▸ Problem to work on: From the entries below, return exactly the lines beginning at the one that contains "middle tip: (301, 257)" and ending at the one that contains "ring tip: (507, 334)", both of them included, and only those lines.

▸ Data section:
○ ○ ○ ○ ○ ○ ○

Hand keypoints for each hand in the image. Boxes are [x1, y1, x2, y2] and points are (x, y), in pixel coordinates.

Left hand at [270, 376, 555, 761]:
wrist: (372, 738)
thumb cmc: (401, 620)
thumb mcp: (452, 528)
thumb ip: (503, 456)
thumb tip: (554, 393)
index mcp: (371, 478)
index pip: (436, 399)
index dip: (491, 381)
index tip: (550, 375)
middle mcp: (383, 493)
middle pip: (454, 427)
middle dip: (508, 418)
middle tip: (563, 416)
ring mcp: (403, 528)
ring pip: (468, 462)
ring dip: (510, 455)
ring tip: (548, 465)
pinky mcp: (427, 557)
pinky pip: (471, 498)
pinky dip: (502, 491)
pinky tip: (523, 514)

○ ○ ○ ○ ○ ○ ○

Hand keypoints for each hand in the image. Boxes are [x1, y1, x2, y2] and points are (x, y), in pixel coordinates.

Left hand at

○ ○ ○ ○ ○ ○ ○

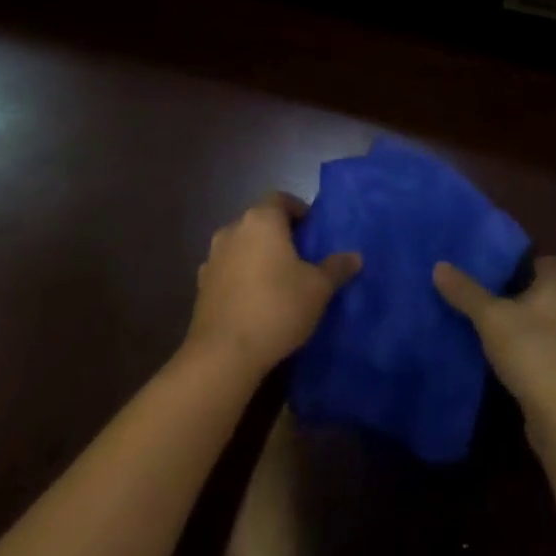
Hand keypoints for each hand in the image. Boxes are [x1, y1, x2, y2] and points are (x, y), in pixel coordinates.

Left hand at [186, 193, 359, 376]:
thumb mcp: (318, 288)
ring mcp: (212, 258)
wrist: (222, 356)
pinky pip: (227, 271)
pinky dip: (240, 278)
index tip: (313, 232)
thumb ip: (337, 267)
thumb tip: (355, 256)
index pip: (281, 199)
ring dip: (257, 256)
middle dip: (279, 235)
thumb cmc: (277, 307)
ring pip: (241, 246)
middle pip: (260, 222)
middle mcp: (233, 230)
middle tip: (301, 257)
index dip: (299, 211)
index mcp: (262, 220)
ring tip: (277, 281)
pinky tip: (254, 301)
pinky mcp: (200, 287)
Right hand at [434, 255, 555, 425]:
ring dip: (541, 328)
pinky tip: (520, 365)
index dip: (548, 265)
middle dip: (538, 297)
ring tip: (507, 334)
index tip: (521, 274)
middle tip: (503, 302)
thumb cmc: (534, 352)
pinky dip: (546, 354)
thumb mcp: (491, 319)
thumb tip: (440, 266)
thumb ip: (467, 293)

○ ○ ○ ○ ○ ○ ○

▸ Answer to the exercise:
middle tip: (301, 257)
index dip: (299, 211)
index mcp: (262, 220)
ring tip: (277, 281)
pinky tip: (254, 301)
pinky mcp: (200, 287)
Right hand at [434, 255, 555, 425]:
ring dip: (541, 328)
pinky tip: (520, 365)
index dip: (548, 265)
middle dip: (538, 297)
ring tip: (507, 334)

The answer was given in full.